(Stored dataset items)
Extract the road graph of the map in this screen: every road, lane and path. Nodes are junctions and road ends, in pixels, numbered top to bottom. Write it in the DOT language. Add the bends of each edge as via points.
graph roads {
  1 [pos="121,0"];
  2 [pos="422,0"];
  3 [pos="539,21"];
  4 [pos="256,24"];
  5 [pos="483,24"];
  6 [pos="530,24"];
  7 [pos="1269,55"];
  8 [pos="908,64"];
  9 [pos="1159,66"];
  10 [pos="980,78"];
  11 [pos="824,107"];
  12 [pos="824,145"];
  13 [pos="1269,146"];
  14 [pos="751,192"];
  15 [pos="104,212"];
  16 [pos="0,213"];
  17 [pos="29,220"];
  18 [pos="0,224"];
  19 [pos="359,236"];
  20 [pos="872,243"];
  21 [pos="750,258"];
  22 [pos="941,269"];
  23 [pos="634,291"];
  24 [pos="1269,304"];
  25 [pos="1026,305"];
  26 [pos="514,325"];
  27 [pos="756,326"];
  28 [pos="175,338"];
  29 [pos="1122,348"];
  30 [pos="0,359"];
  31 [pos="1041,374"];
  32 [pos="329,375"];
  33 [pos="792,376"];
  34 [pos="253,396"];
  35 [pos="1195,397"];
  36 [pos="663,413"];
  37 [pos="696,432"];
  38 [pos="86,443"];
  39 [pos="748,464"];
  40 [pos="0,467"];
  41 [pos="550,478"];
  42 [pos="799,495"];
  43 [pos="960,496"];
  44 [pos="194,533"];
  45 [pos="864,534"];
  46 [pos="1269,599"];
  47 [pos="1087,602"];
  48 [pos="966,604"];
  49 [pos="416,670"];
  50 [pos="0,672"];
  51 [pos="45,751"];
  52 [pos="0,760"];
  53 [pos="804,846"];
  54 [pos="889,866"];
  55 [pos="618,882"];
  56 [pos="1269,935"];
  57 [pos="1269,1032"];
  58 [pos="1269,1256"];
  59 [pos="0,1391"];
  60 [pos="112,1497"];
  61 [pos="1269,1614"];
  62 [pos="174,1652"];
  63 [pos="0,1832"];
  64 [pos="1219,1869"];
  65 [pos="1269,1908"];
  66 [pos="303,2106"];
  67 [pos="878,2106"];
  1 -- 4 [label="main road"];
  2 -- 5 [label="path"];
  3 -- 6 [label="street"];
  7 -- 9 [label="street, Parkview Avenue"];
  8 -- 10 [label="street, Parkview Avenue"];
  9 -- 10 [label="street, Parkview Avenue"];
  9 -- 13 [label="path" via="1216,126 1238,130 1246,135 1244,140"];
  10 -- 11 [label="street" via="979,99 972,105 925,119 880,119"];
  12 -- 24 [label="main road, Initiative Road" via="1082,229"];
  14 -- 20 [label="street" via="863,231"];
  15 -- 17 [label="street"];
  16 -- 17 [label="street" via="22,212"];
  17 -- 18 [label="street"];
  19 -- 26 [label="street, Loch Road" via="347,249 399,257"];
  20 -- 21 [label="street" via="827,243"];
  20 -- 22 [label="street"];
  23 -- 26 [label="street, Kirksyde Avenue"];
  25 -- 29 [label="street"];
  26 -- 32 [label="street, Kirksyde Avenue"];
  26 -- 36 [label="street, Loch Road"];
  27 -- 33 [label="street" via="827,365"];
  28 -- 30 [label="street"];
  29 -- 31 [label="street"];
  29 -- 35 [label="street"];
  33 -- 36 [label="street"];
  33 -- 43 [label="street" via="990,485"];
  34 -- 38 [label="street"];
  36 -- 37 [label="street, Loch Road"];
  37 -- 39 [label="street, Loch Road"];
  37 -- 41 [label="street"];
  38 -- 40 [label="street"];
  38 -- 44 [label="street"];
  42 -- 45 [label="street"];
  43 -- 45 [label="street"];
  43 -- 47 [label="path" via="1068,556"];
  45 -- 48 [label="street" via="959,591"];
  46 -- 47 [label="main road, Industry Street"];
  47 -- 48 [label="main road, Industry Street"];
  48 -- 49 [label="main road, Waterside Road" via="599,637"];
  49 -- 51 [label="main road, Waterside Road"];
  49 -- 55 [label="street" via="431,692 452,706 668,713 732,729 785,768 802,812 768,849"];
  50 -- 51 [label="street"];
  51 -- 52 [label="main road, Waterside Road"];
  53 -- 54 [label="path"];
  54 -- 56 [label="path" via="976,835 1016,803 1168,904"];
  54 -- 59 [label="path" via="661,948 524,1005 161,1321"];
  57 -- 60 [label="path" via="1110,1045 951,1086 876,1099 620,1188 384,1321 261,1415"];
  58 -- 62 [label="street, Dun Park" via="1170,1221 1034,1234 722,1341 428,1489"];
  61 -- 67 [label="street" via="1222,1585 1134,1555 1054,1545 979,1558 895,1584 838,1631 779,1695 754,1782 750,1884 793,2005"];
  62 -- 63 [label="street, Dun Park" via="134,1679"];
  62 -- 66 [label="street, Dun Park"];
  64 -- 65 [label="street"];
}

> **TASK REQUIREMENTS**
The records above must be transcribed line for line, exactly.

> **ANSWER TO THE EXERCISE**
Extract the road graph of the map in this screen: every road, lane and path. Nodes are junctions and road ends, in pixels, numbered top to bottom. Write it in the DOT language. Add the bends of each edge as via points.
graph roads {
  1 [pos="121,0"];
  2 [pos="422,0"];
  3 [pos="539,21"];
  4 [pos="256,24"];
  5 [pos="483,24"];
  6 [pos="530,24"];
  7 [pos="1269,55"];
  8 [pos="908,64"];
  9 [pos="1159,66"];
  10 [pos="980,78"];
  11 [pos="824,107"];
  12 [pos="824,145"];
  13 [pos="1269,146"];
  14 [pos="751,192"];
  15 [pos="104,212"];
  16 [pos="0,213"];
  17 [pos="29,220"];
  18 [pos="0,224"];
  19 [pos="359,236"];
  20 [pos="872,243"];
  21 [pos="750,258"];
  22 [pos="941,269"];
  23 [pos="634,291"];
  24 [pos="1269,304"];
  25 [pos="1026,305"];
  26 [pos="514,325"];
  27 [pos="756,326"];
  28 [pos="175,338"];
  29 [pos="1122,348"];
  30 [pos="0,359"];
  31 [pos="1041,374"];
  32 [pos="329,375"];
  33 [pos="792,376"];
  34 [pos="253,396"];
  35 [pos="1195,397"];
  36 [pos="663,413"];
  37 [pos="696,432"];
  38 [pos="86,443"];
  39 [pos="748,464"];
  40 [pos="0,467"];
  41 [pos="550,478"];
  42 [pos="799,495"];
  43 [pos="960,496"];
  44 [pos="194,533"];
  45 [pos="864,534"];
  46 [pos="1269,599"];
  47 [pos="1087,602"];
  48 [pos="966,604"];
  49 [pos="416,670"];
  50 [pos="0,672"];
  51 [pos="45,751"];
  52 [pos="0,760"];
  53 [pos="804,846"];
  54 [pos="889,866"];
  55 [pos="618,882"];
  56 [pos="1269,935"];
  57 [pos="1269,1032"];
  58 [pos="1269,1256"];
  59 [pos="0,1391"];
  60 [pos="112,1497"];
  61 [pos="1269,1614"];
  62 [pos="174,1652"];
  63 [pos="0,1832"];
  64 [pos="1219,1869"];
  65 [pos="1269,1908"];
  66 [pos="303,2106"];
  67 [pos="878,2106"];
  1 -- 4 [label="main road"];
  2 -- 5 [label="path"];
  3 -- 6 [label="street"];
  7 -- 9 [label="street, Parkview Avenue"];
  8 -- 10 [label="street, Parkview Avenue"];
  9 -- 10 [label="street, Parkview Avenue"];
  9 -- 13 [label="path" via="1216,126 1238,130 1246,135 1244,140"];
  10 -- 11 [label="street" via="979,99 972,105 925,119 880,119"];
  12 -- 24 [label="main road, Initiative Road" via="1082,229"];
  14 -- 20 [label="street" via="863,231"];
  15 -- 17 [label="street"];
  16 -- 17 [label="street" via="22,212"];
  17 -- 18 [label="street"];
  19 -- 26 [label="street, Loch Road" via="347,249 399,257"];
  20 -- 21 [label="street" via="827,243"];
  20 -- 22 [label="street"];
  23 -- 26 [label="street, Kirksyde Avenue"];
  25 -- 29 [label="street"];
  26 -- 32 [label="street, Kirksyde Avenue"];
  26 -- 36 [label="street, Loch Road"];
  27 -- 33 [label="street" via="827,365"];
  28 -- 30 [label="street"];
  29 -- 31 [label="street"];
  29 -- 35 [label="street"];
  33 -- 36 [label="street"];
  33 -- 43 [label="street" via="990,485"];
  34 -- 38 [label="street"];
  36 -- 37 [label="street, Loch Road"];
  37 -- 39 [label="street, Loch Road"];
  37 -- 41 [label="street"];
  38 -- 40 [label="street"];
  38 -- 44 [label="street"];
  42 -- 45 [label="street"];
  43 -- 45 [label="street"];
  43 -- 47 [label="path" via="1068,556"];
  45 -- 48 [label="street" via="959,591"];
  46 -- 47 [label="main road, Industry Street"];
  47 -- 48 [label="main road, Industry Street"];
  48 -- 49 [label="main road, Waterside Road" via="599,637"];
  49 -- 51 [label="main road, Waterside Road"];
  49 -- 55 [label="street" via="431,692 452,706 668,713 732,729 785,768 802,812 768,849"];
  50 -- 51 [label="street"];
  51 -- 52 [label="main road, Waterside Road"];
  53 -- 54 [label="path"];
  54 -- 56 [label="path" via="976,835 1016,803 1168,904"];
  54 -- 59 [label="path" via="661,948 524,1005 161,1321"];
  57 -- 60 [label="path" via="1110,1045 951,1086 876,1099 620,1188 384,1321 261,1415"];
  58 -- 62 [label="street, Dun Park" via="1170,1221 1034,1234 722,1341 428,1489"];
  61 -- 67 [label="street" via="1222,1585 1134,1555 1054,1545 979,1558 895,1584 838,1631 779,1695 754,1782 750,1884 793,2005"];
  62 -- 63 [label="street, Dun Park" via="134,1679"];
  62 -- 66 [label="street, Dun Park"];
  64 -- 65 [label="street"];
}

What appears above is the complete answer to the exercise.